English cricketer and clergyman

Frederick Archibald Gresham Leveson Gower (20 February 1871 — 3 October 1946) was an English first-class cricketer and clergyman. He was a member of the Leveson-Gower family. He played first-class cricket for several teams between 1894 and 1909, while as a clergyman he held a number of ecclesiastical posts across the South of England.

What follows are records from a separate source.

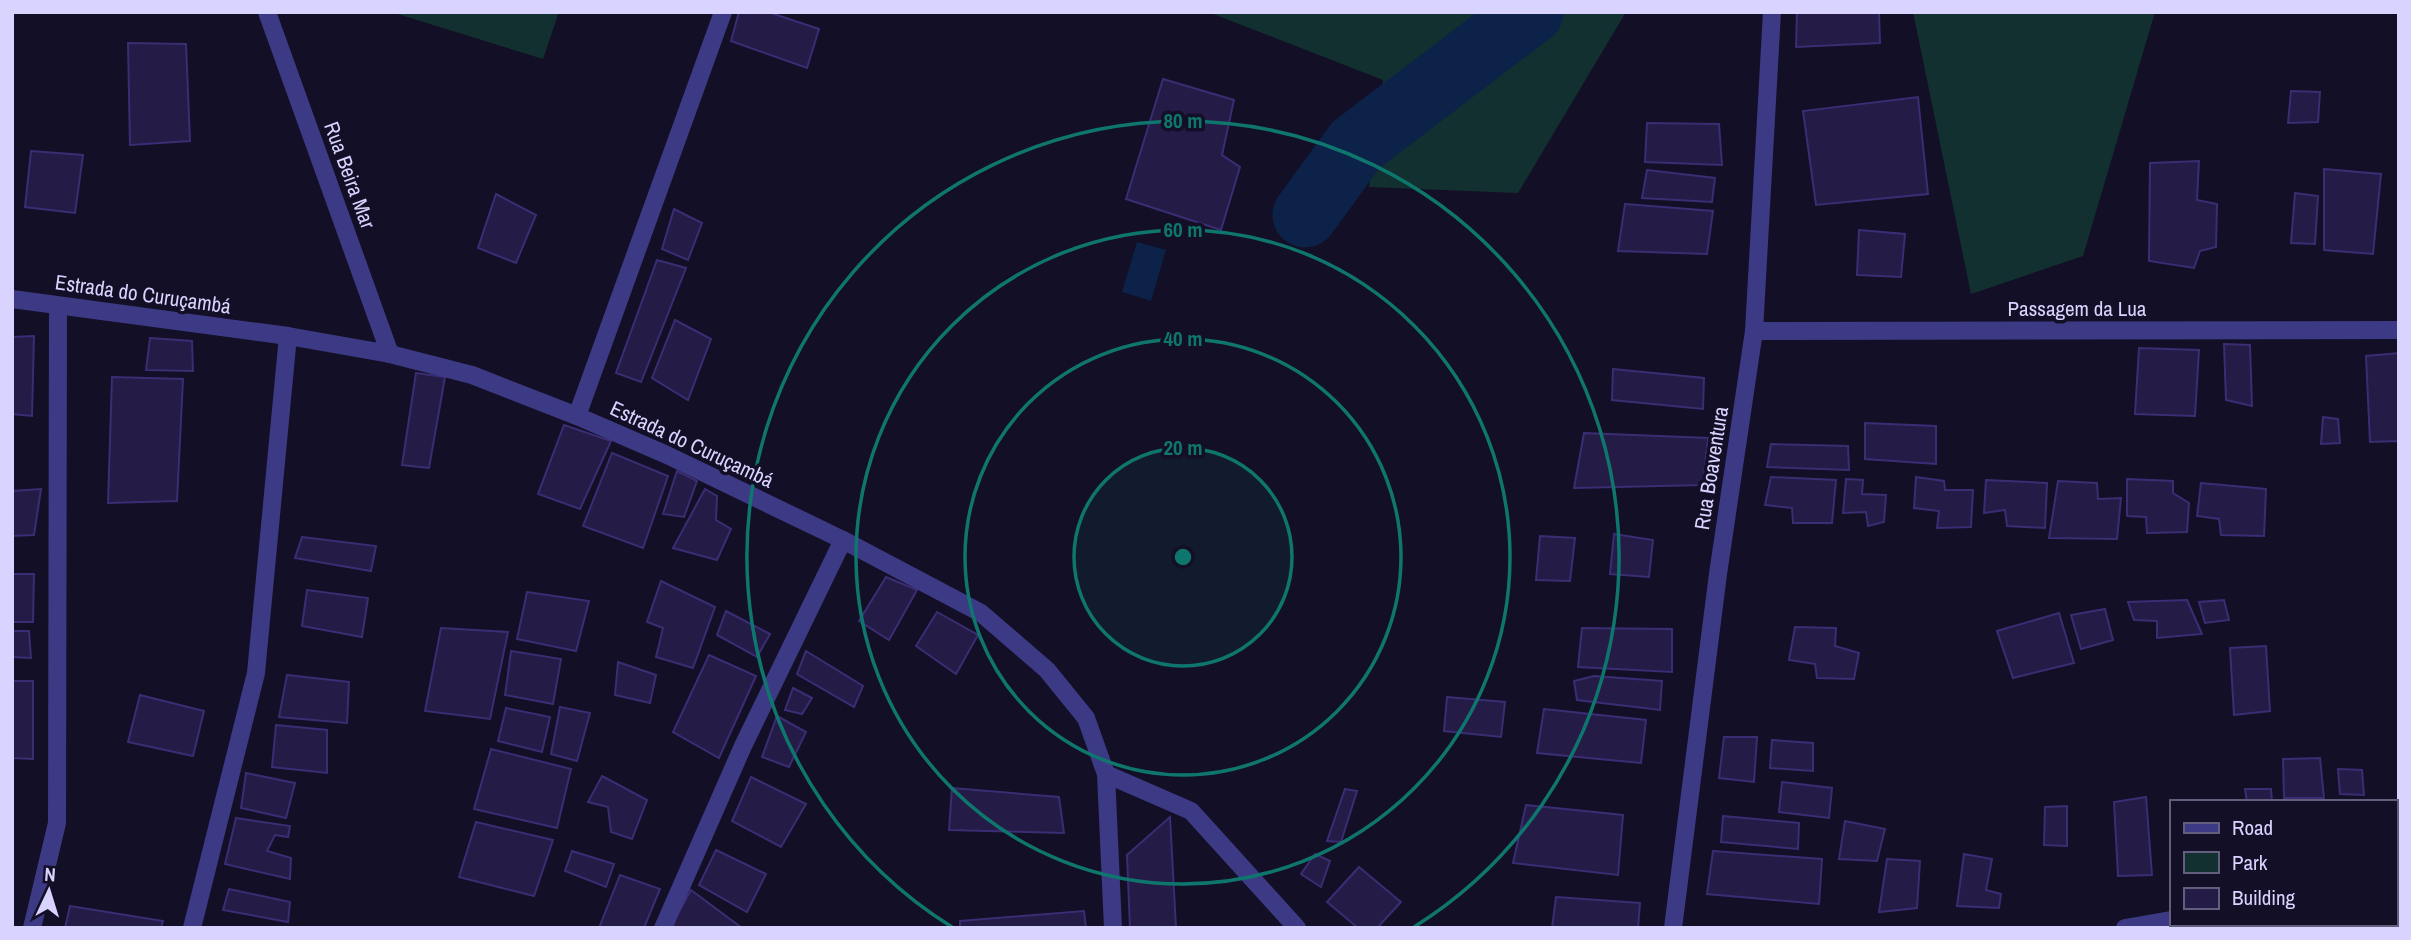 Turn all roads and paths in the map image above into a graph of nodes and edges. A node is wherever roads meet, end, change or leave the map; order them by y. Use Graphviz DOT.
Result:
graph roads {
  1 [pos="267,12"];
  2 [pos="723,12"];
  3 [pos="1772,12"];
  4 [pos="12,299"];
  5 [pos="58,306"];
  6 [pos="2399,330"];
  7 [pos="1754,331"];
  8 [pos="288,336"];
  9 [pos="390,354"];
  10 [pos="576,416"];
  11 [pos="843,540"];
  12 [pos="1106,774"];
  13 [pos="2170,920"];
  14 [pos="32,928"];
  15 [pos="192,928"];
  16 [pos="663,928"];
  17 [pos="1113,928"];
  18 [pos="1297,928"];
  19 [pos="1673,928"];
  20 [pos="2125,928"];
  1 -- 9 [label="street, Rua Beira Mar"];
  2 -- 10 [label="street"];
  3 -- 7 [label="street, Rua Boaventura"];
  4 -- 5 [label="street, Estrada do Curuçambá"];
  5 -- 8 [label="street, Estrada do Curuçambá"];
  5 -- 14 [label="street"];
  6 -- 7 [label="street, Passagem da Lua"];
  7 -- 19 [label="street, Rua Boaventura"];
  8 -- 9 [label="street, Estrada do Curuçambá"];
  8 -- 15 [label="street"];
  9 -- 10 [label="street, Estrada do Curuçambá"];
  10 -- 11 [label="street, Estrada do Curuçambá"];
  11 -- 12 [label="street, Estrada do Curuçambá"];
  11 -- 16 [label="street"];
  12 -- 17 [label="street, Estrada do Curuçambá"];
  12 -- 18 [label="street"];
  13 -- 20 [label="street"];
} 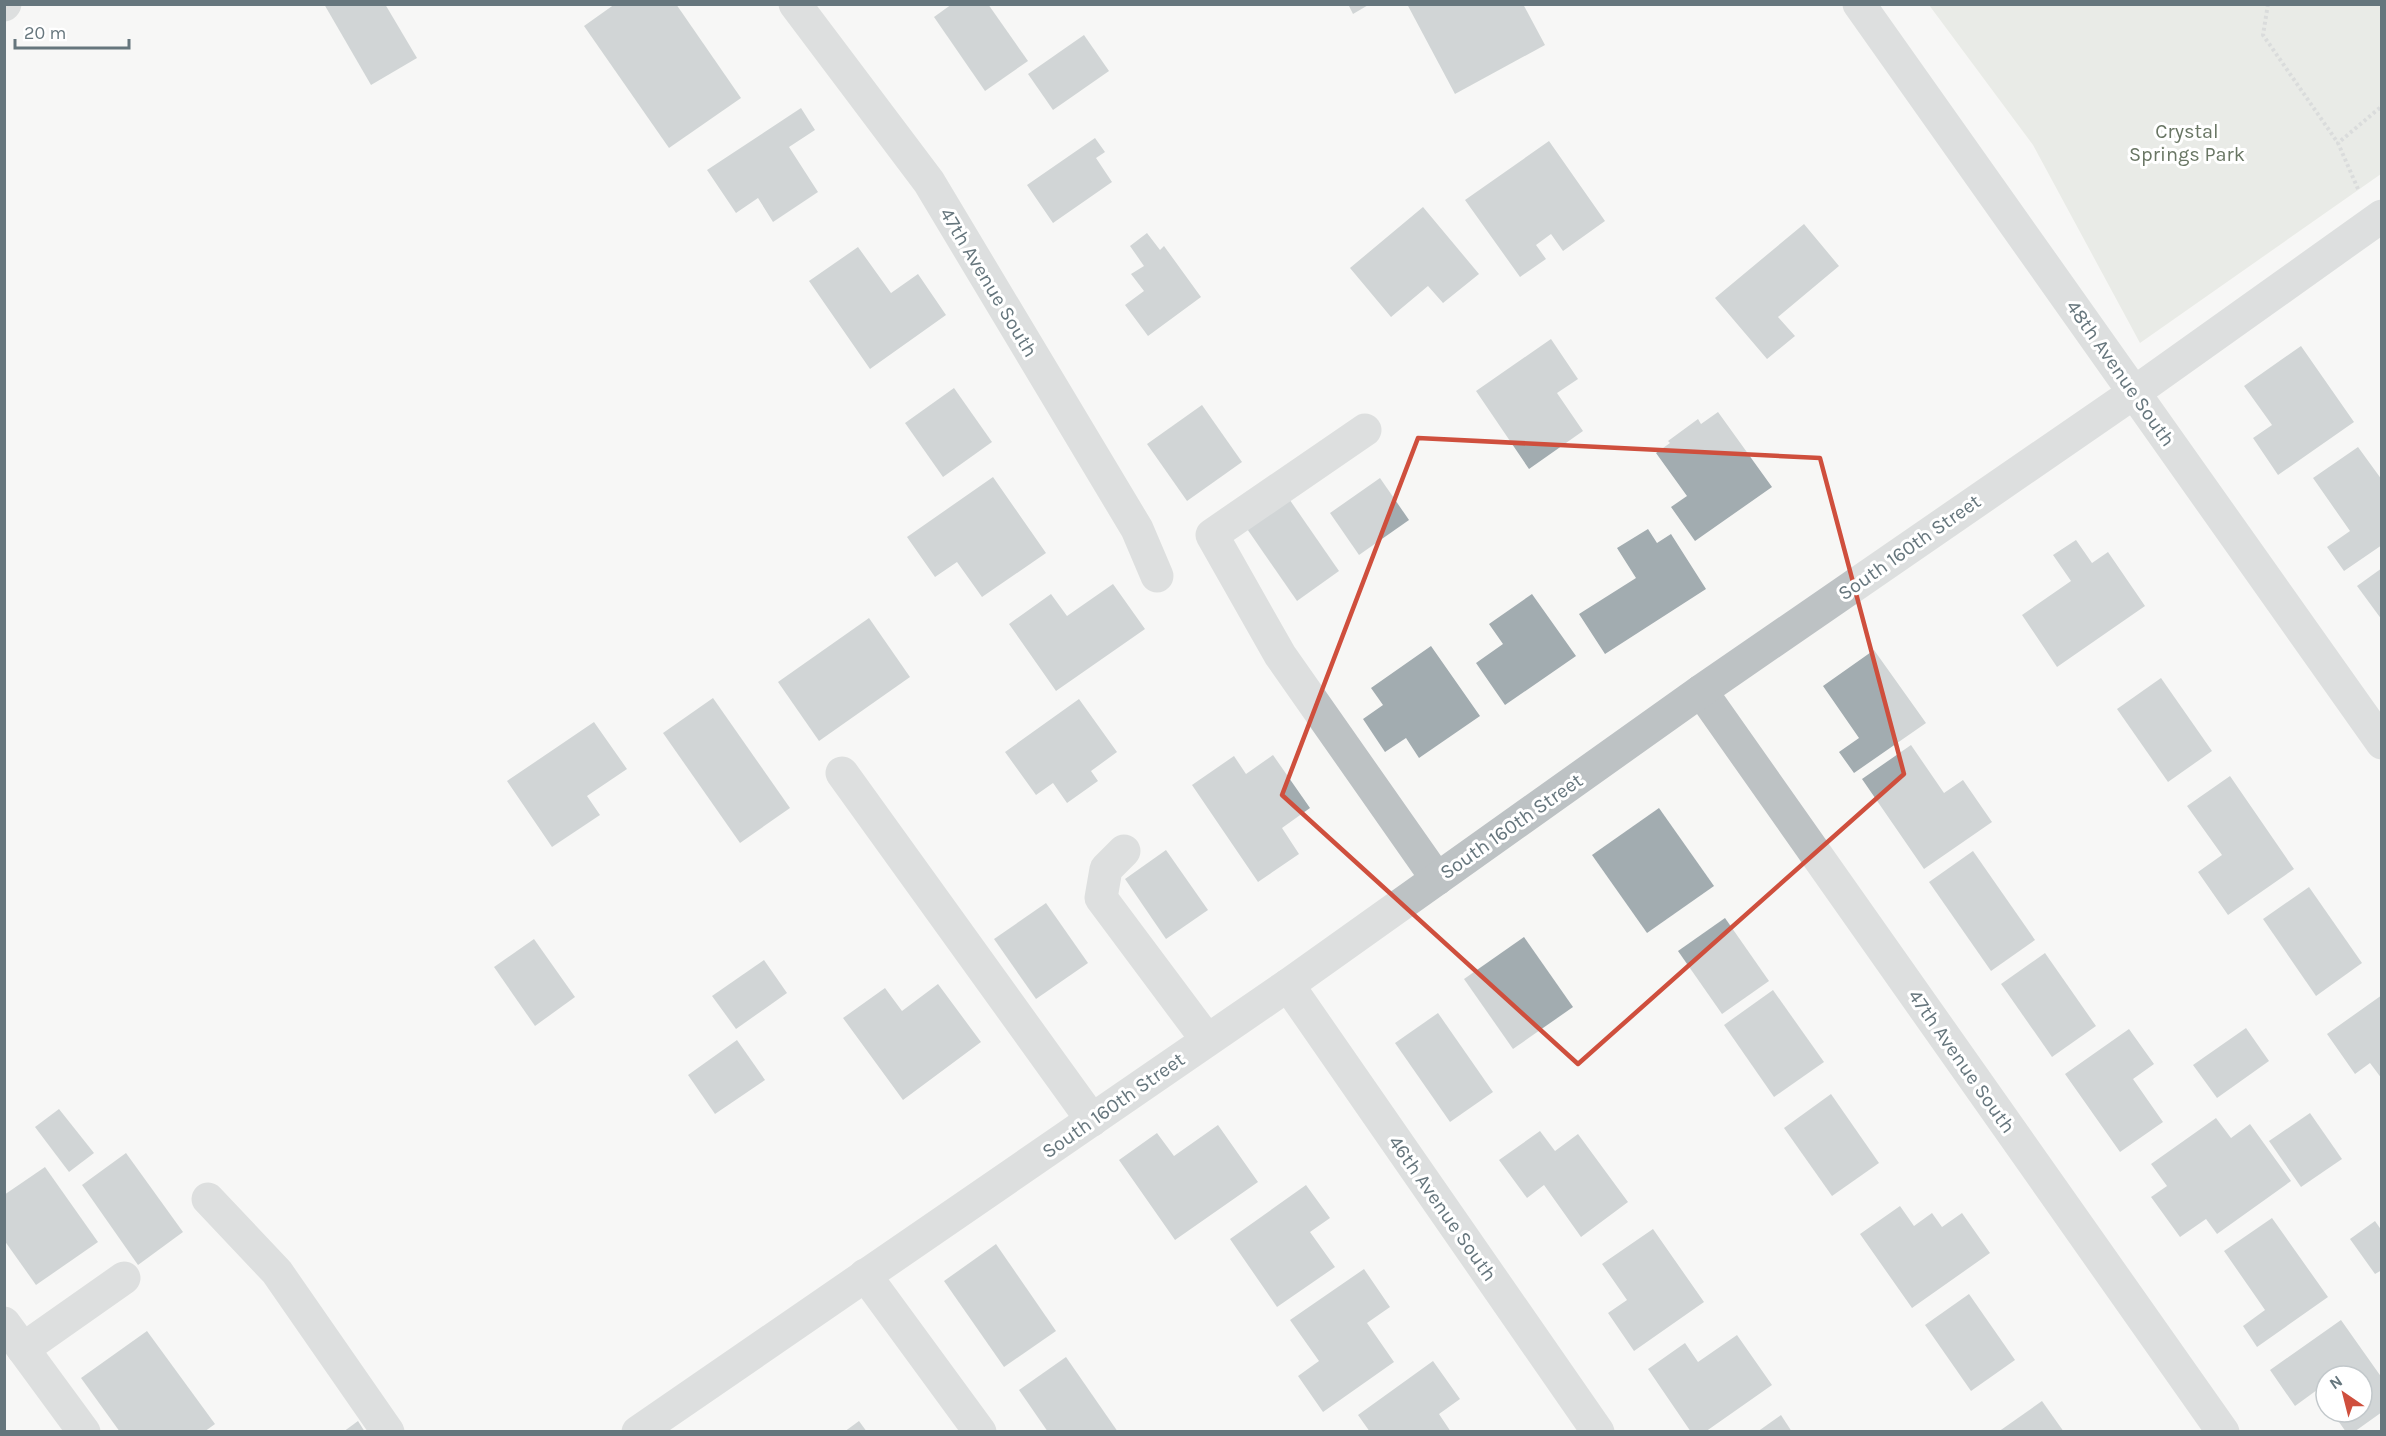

==Life and first-class cricket==
The fifth son of Granville William Gresham Leveson-Gower, he was born in February 1871 at Titsey Place in Surrey. He was educated at Winchester College, before matriculating to Magdalen College, Oxford. While studying at Oxford, Leveson Gower made his debut in first-class cricket for Oxford University Cricket Club against Lancashire at Oxford in 1891. He appeared infrequently for Oxford, making four further first-class appearances for the university, all in 1894. He failed to gain a cricket blue at Oxford. He also played in the Gentlemen of the South v the Players of the South fixture of 1894 at Lord's. In 1895 and 1896, he played for the Marylebone Cricket Club (MCC), making three first-class appearances; two against Oxford University and one against Essex. Leveson Gower played two first-class matches for Hampshire; the first came against Sussex in the 1899 County Championship, with the second against Lancashire in the 1900 County Championship. He had been associated with Hampshire since 1891, when they were still a second-class county and had been described by Wisden as playing for Hampshire "without getting many runs, but was a useful wicket-keeper". After playing for the MCC against Yorkshire at the 1901 Scarborough Festival, Leveson Gower later appeared in two first-class matches for his brother's personal team against Cambridge and Oxford University's at The Saffrons in 1909. In sixteen first-class matches, he scored 424 runs at an average of 15.70; he made two half centuries with a highest score 86, that came for the MCC against Oxford University in 1896.

From Oxford, Leveson-Gower attended the Wells Theological College. He was ordained as a deacon in 1896, and in the same year he was appointed curate at Portsea, an appointment that lasted until 1901. He was then appointed vicar at Linton in Kent in 1901. Having been vicar at Linton for twelve years, he was appointed reverend at Singleton in Sussex in July 1913. During the First World War, he was made a temporary Chaplain, 4th Class, with the Royal Army Chaplains' Department. Leveson Gower died at Folkestone in October 1946. His younger brother, H. D. G. Leveson Gower, was a Test cricketer, while his uncle, Edward Chandos Leigh, also played first-class cricket.